Isn’t it beautiful to be enriched by such sensitive, spiritual perspectives to Life? Both women represent diverse ends of a spectrum. One is a fruit-seller and another is a CEO. Yet, their maturity, their evolution, connects them – and offers us an unputdownable insight into intelligent living.
Whatever be the context or situation we are placed in, the simplest – non-suffering – way to live Life is to accept what is. It is only when we resist what is happening to us that we suffer. I am sure the fruit-seller is enduring a lot of pain – of having lost her only son, of having to eke out a living, of having to live alone. And I am sure the CEO is in the throes of pain too. She may not have material, existential, challenges, but her pain is not small by any measure. Even so, it did not appear to me that either woman was in grief or was moping and mourning or that she was suffering. This is what acceptance of any situation, of your Life for what it is, helps you with. Acceptance of a problem or a situation cannot immediately help you solve it or change it. But acceptance is a great device that helps you face Life, that helps you cope, that leads you to carry on living.

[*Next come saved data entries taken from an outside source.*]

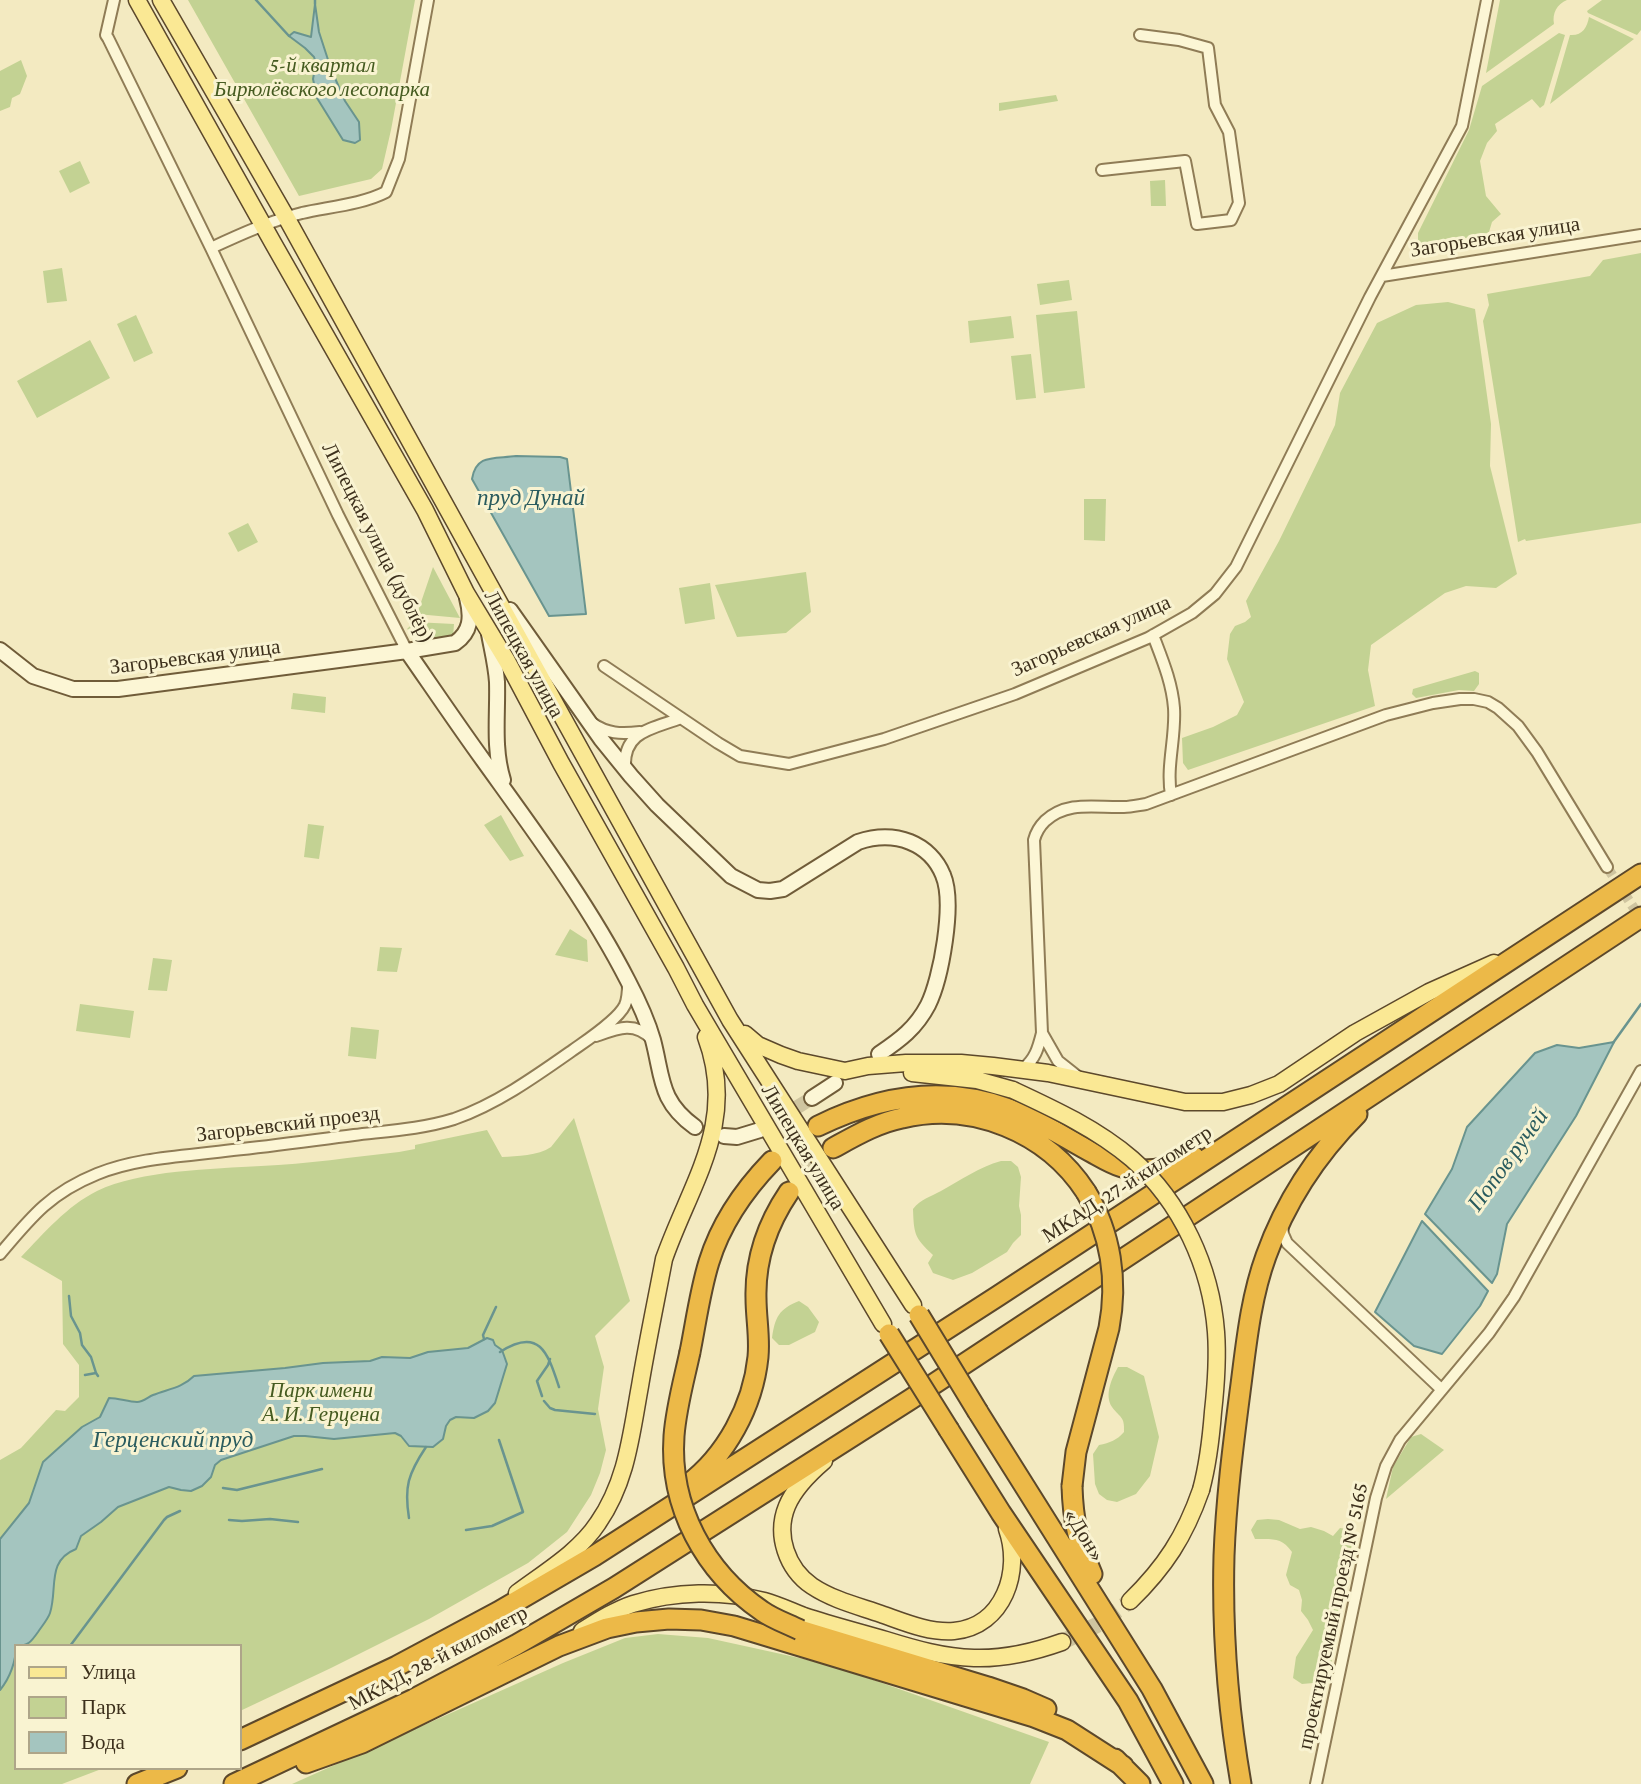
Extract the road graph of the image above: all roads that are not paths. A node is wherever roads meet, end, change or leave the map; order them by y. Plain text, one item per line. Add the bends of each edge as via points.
1 (114, 0) edge
2 (137, 0) edge
3 (161, 0) edge
4 (428, 0) edge
5 (1486, 0) edge
6 (1140, 35) dead end
7 (1102, 170) dead end
8 (286, 218) junction
9 (263, 225) junction
10 (1641, 235) edge
11 (211, 248) junction
12 (314, 272) junction
13 (1382, 276) junction
14 (295, 282) junction
15 (482, 572) junction
16 (466, 593) junction
17 (488, 630) junction
18 (1153, 635) junction
19 (0, 650) edge
20 (407, 651) junction
21 (604, 666) dead end
22 (681, 718) junction
23 (588, 720) junction
24 (642, 732) junction
25 (625, 769) junction
26 (1171, 795) junction
27 (519, 809) junction
28 (1607, 867) tunnel mouth
29 (1641, 874) edge
30 (1641, 917) edge
31 (1528, 948) junction
32 (628, 981) junction
33 (695, 1005) junction
34 (730, 1020) junction
35 (1041, 1034) junction
36 (590, 1038) junction
37 (653, 1040) junction
38 (879, 1054) dead end
39 (1023, 1069) junction
40 (1641, 1071) edge
41 (1405, 1072) junction
42 (840, 1077) junction
43 (1083, 1079) junction
44 (812, 1098) tunnel mouth
45 (818, 1126) tunnel mouth
46 (695, 1127) dead end
47 (1255, 1127) junction
48 (760, 1130) tunnel mouth
49 (724, 1136) dead end
50 (833, 1148) tunnel mouth
51 (772, 1161) tunnel mouth
52 (789, 1192) tunnel mouth
53 (1282, 1218) junction
54 (0, 1254) edge
55 (916, 1310) joint
56 (886, 1329) joint
57 (1441, 1390) junction
58 (855, 1434) junction
59 (1001, 1513) junction
60 (637, 1530) joint
61 (594, 1556) junction
62 (1130, 1601) tunnel mouth
63 (1112, 1623) junction
64 (448, 1640) junction
65 (1062, 1642) tunnel mouth
66 (559, 1646) junction
67 (242, 1739) edge
68 (1123, 1766) junction
69 (172, 1770) edge
70 (136, 1784) edge
71 (234, 1784) edge
72 (247, 1784) edge
73 (1140, 1784) edge
74 (1173, 1784) edge
75 (1203, 1784) edge
76 (1241, 1784) edge
77 (1316, 1784) edge

1 - 11 street, Липецкая улица (дублёр) via 106,35
2 - 9 main road, Липецкая улица
3 - 8 main road, Липецкая улица
4 - 8 street via 399,159 386,192
5 - 13 street via 1462,126
6 - 7 street via 1208,48 1214,105 1229,132 1239,203 1231,220 1197,225 1185,161
8 - 9 street
8 - 12 main road, Липецкая улица
9 - 11 street
9 - 14 main road, Липецкая улица
10 - 13 street, Загорьевская улица
11 - 20 street, Липецкая улица (дублёр)
12 - 14 street via 308,266 300,267
12 - 15 main road, Липецкая улица
13 - 18 street, Загорьевская улица via 1236,566 1215,594
14 - 16 main road, Липецкая улица via 425,510
15 - 23 street
15 - 34 main road, Липецкая улица
16 - 17 main road, Липецкая улица
16 - 20 street, Загорьевская улица via 470,621 460,639
17 - 27 street via 497,678 498,764
17 - 33 main road, Липецкая улица
18 - 22 street, Загорьевская улица via 1015,694 884,739 789,764 740,756
18 - 26 street via 1167,671 1174,708
19 - 20 street, Загорьевская улица via 33,677 73,690 118,690
20 - 27 street, Липецкая улица (дублёр)
21 - 22 street, Загорьевская улица
22 - 24 street
23 - 24 street via 612,733
23 - 25 street
24 - 25 street via 626,749
25 - 38 street via 731,876 758,890 783,889 871,837 901,838 928,853 944,875 948,906 935,988 918,1022
26 - 28 street via 1386,715 1474,699 1498,708 1518,726
26 - 35 street via 1134,806 1074,806 1051,816 1035,834
27 - 32 street, Липецкая улица (дублёр)
29 - 31 highway, МКАД, 27-й километр
30 - 41 highway
31 - 43 main road via 1429,992 1279,1084 1251,1096 1197,1103
31 - 47 highway, МКАД, 27-й километр
32 - 36 street via 625,1006
32 - 37 street, Липецкая улица (дублёр)
33 - 56 main road, Липецкая улица
33 - 64 main road via 716,1069 714,1128 664,1259 624,1472 585,1540
34 - 42 main road via 758,1045
34 - 55 main road, Липецкая улица
35 - 39 street via 1037,1053
35 - 43 street via 1058,1061
36 - 37 street via 630,1028
36 - 54 street, Загорьевский проезд via 491,1102 454,1118 413,1129 135,1163 97,1174 45,1204
37 - 46 street, Липецкая улица (дублёр) via 668,1099
39 - 42 main road via 886,1064
39 - 43 main road
40 - 57 street, проектируемый проезд № 5165 via 1514,1297
41 - 53 highway via 1335,1136
41 - 58 highway
42 - 44 street
42 - 62 main road, bridge via 918,1073 1013,1090 1120,1150 1164,1195 1183,1223 1202,1265 1214,1311 1217,1378 1209,1452 1187,1527 1151,1581
45 - 47 highway via 895,1099 974,1099 1021,1114 1113,1164 1144,1170 1182,1163
47 - 60 highway, МКАД, 27-й километр
48 - 49 street
50 - 63 highway, bridge via 902,1118 972,1116 1006,1126 1036,1142 1065,1165 1086,1192 1107,1241 1114,1295 1110,1328 1076,1452 1072,1504 1077,1537
51 - 68 highway, bridge via 741,1198 715,1246 677,1411 674,1465 678,1491 703,1552 733,1589 764,1613 800,1630 1023,1699 1053,1712 1095,1740
52 - 61 highway via 762,1249 756,1284 756,1371 735,1429 698,1477
53 - 57 street via 1287,1243
53 - 76 highway via 1265,1257 1248,1329 1224,1555 1231,1723
55 - 63 highway, «Дон», bridge
56 - 59 highway, bridge
57 - 77 street, проектируемый проезд № 5165 via 1400,1440 1386,1466
58 - 59 main road via 796,1491 783,1517 789,1559 812,1586 915,1625 943,1631 967,1628 994,1611 1008,1586 1012,1541
58 - 71 highway, МКАД, 28-й километр via 556,1622 367,1722
59 - 74 highway via 1128,1702
60 - 61 highway, МКАД, 28-й километр
61 - 64 highway, МКАД, 28-й километр
63 - 75 highway, «Дон»
64 - 67 highway, МКАД, 28-й километр
65 - 66 main road via 1003,1657 934,1654 765,1601 696,1593 632,1605
66 - 68 highway via 636,1622 668,1619 734,1626 1034,1717 1067,1730
66 - 72 highway via 362,1743
68 - 73 highway
69 - 70 highway

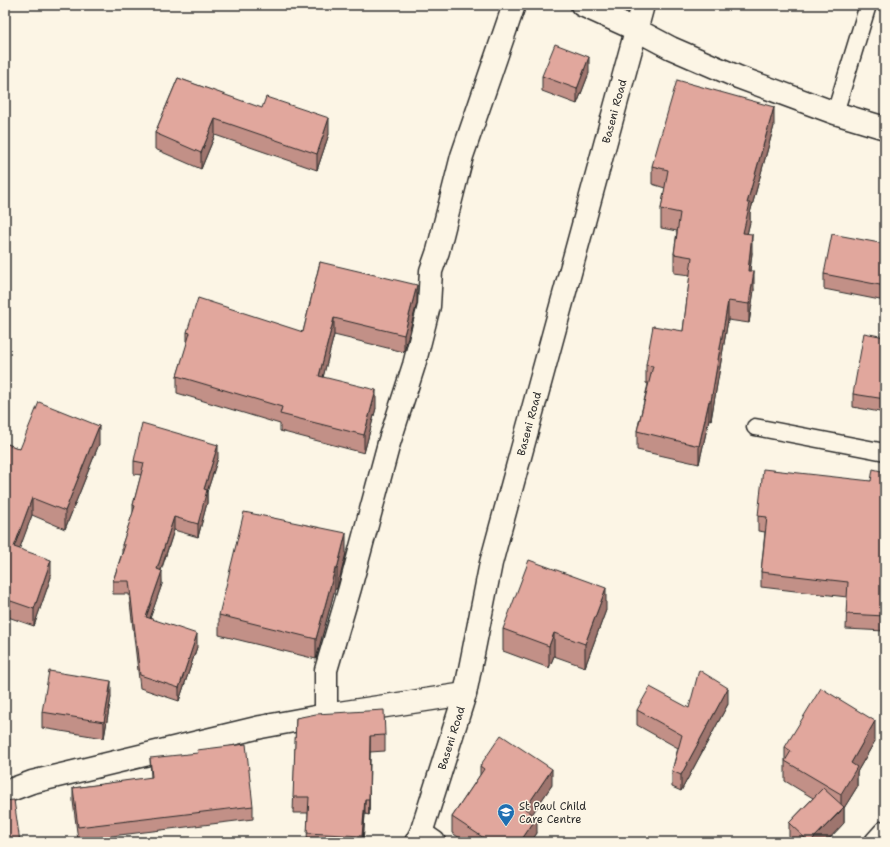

Two practical, spiritually evolved women – one learning: “The key to intelligent living is accepting what is”!
Only when you accept a situation can you go to work on it with clarity and focus.
“How do you learn to accept Life for what it is? Isn’t it very difficult,” asked a young man from the audience the other day, ahead of my Fall Like A Rose Petal Talk at the Madras Literary Society. Interestingly, after hearing my Talk, he didn’t have that question anymore!
It is not just him, a lot of people out there struggle to accept Life for what it is. As I reveal in my Talk, I too have struggled with acceptance. The fundamental reason for resisting Life is that we think we can fight, we can out-think, we can out-smart Life. We think just because we are educated and think logically, rationally, we believe we can solve all the problems we are faced with. But there are some Life situations that are beyond our control. And those cannot be solved no matter how strong our intent may be or how capable we really may be. In such instances, acceptance is the key to avoid suffering and helps immensely with keeping the focus on what needs to get done and in keeping the faith that it will get done.
Consider some instances to understand the value in acceptance. What do you do in Chennai, and most parts of Tamil Nadu and South India, that are struck by drought? The day temperatures are closer to 40 degrees and there’s no respite from the merciless heat – with no signs of rain. Is there any point in fighting Nature? Or take the case of the Malaysian Airlines plane MH 370 – that went missing over 3 years ago. All the world’s forces and resources, technologies and experts, cannot trace the plane. Is there any point in resisting that situation? Is it worth at all to fight it? Or what do you do when you have a rare health condition that no doctor can really put their finger on it? Is there any point in fighting this situation?
So, when a situation is beyond your control, when you know you can’t solve it, the best way to deal with it is to go with the flow. This does not mean inaction or resignation. It means you must accept the situation, you must keep making your efforts to solve it if you believe it can still be resolved, but you must remain non-frustrated if the results don’t add up. So, acceptance is not failure. Acceptance is not defeat. Acceptance is employing common-sense in the wake of an inscrutable Life situation and trusting Life to sort itself out over time. Only acceptance can help you to be non-suffering. And only when you don’t suffer can you get down to working calmly on a situation that requires to be changed.